🤖 AI Summary
This work addresses the lack of explicit subgoal modeling in existing imitation learning approaches, which renders robot decision-making opaque in long-horizon tasks. The authors propose a subgoal-aware diffusion policy that leverages foundation models to automatically generate demonstration data annotated with subgoals. The policy is trained to condition action generation on both task and subgoal descriptions, while a lightweight auxiliary head predicts subgoal completion status. By embedding subgoal supervision—derived from foundation models—directly into policy training, this method achieves intrinsic interpretability rather than relying on post-hoc explanations. Experiments on RLBench simulations and a real UR5e robot demonstrate that the approach maintains high task success rates while providing real-time subgoal-level execution signals, effectively enabling progress monitoring and fault diagnosis.
📝 Abstract
Explainable robots require not only successful task execution but also the ability to expose internal decision-making process in a user-friendly manner. However, most imitation learning methods are trained solely on task-level demonstrations, without explicitly modeling subgoal structure or execution progress. This limitation is further exacerbated by the scarcity of subgoal-level supervision in standard robot learning datasets, which restricts the development of robots that can convey the subtasks they are executing during long-horizon manipulation. To address this issue, this paper proposes Subgoal-Aware Diffusion Policy (SADP), a framework that leverages foundation models to autonomously generate subgoal-annotated demonstrations and trains diffusion policies on these datasets.
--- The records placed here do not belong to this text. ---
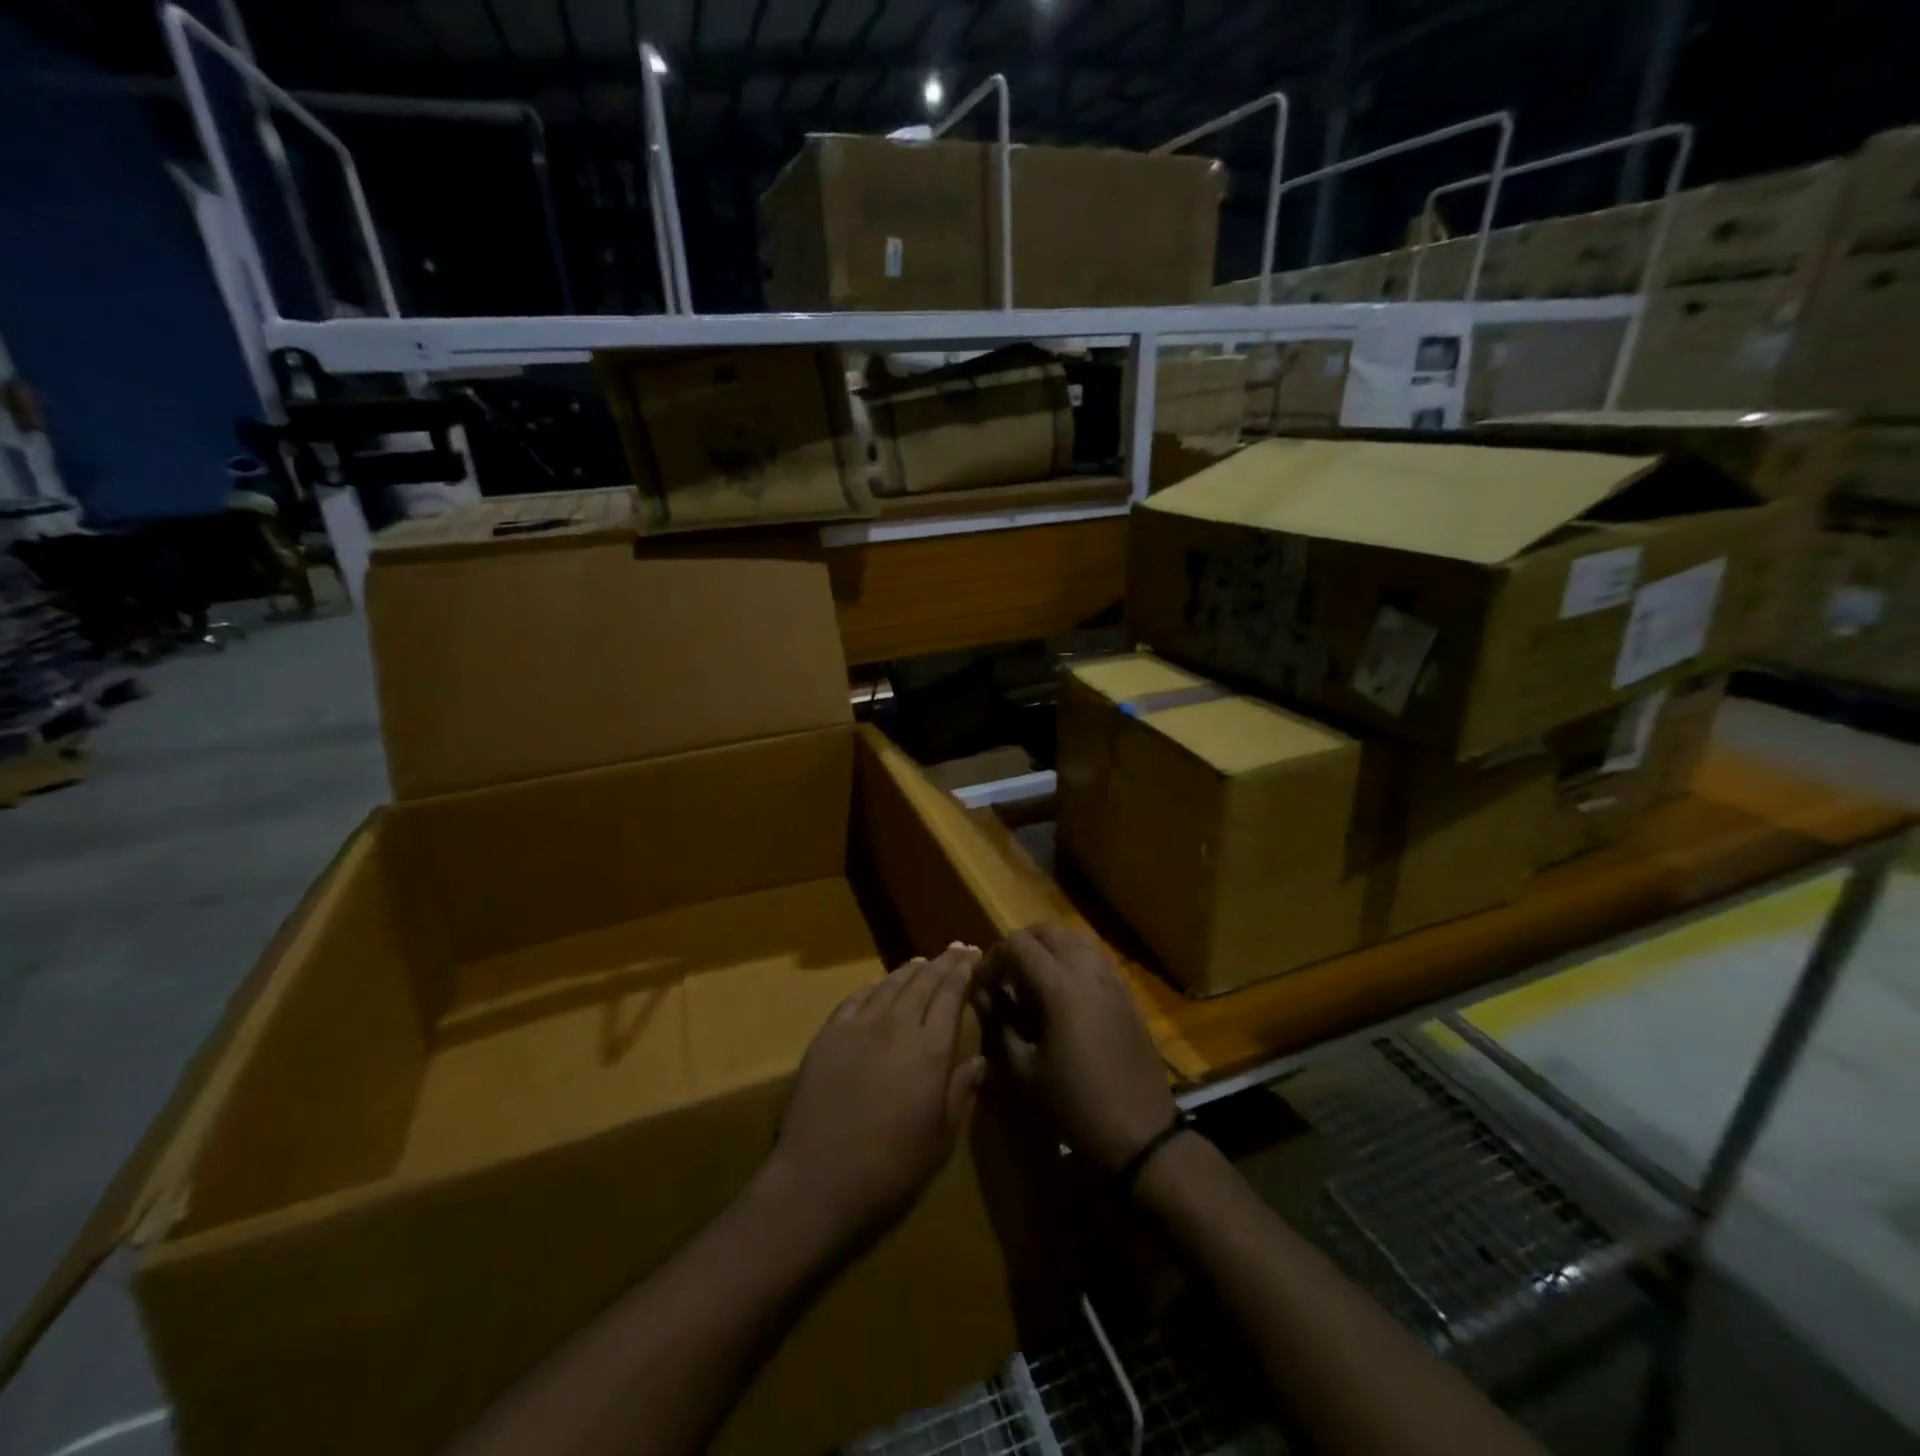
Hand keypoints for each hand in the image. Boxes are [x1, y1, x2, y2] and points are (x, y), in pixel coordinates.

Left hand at [764, 944, 987, 1247]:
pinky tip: (877, 984)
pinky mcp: (829, 1035)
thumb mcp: (940, 1138)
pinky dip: (872, 986)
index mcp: (930, 1049)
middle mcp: (897, 1026)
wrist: (818, 1177)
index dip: (964, 971)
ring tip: (923, 962)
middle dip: (943, 962)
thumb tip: (980, 1060)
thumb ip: (961, 1092)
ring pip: (890, 984)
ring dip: (910, 970)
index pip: (951, 995)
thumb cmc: (890, 1166)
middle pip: (924, 981)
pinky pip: (855, 999)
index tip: (974, 955)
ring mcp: (859, 1026)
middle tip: (956, 949)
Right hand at [974, 924, 1174, 1172]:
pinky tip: (1065, 993)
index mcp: (1060, 987)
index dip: (992, 958)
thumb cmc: (1075, 1104)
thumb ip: (1000, 1026)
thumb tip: (987, 1000)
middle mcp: (1087, 971)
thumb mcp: (1024, 1071)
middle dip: (1020, 945)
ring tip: (1033, 978)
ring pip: (1075, 939)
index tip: (981, 983)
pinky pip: (1095, 958)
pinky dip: (1074, 960)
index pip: (1017, 945)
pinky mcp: (1127, 993)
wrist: (1139, 1132)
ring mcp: (1112, 979)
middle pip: (1047, 931)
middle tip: (1004, 975)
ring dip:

SADP structures policy execution around human-interpretable subgoals by conditioning action generation on both task-level and subgoal-level descriptions. A lightweight auxiliary head further predicts subgoal completion states, allowing the robot to expose its current execution stage and monitor subgoal progression. Experiments in RLBench simulations and real-world evaluations on a UR5e robot demonstrate that SADP achieves higher task success rates than strong task-conditioned diffusion baselines, while providing subgoal-level execution signals for monitoring progress and diagnosing failures. These results highlight that built-in, rather than post-hoc, interpretability can coexist with high task performance.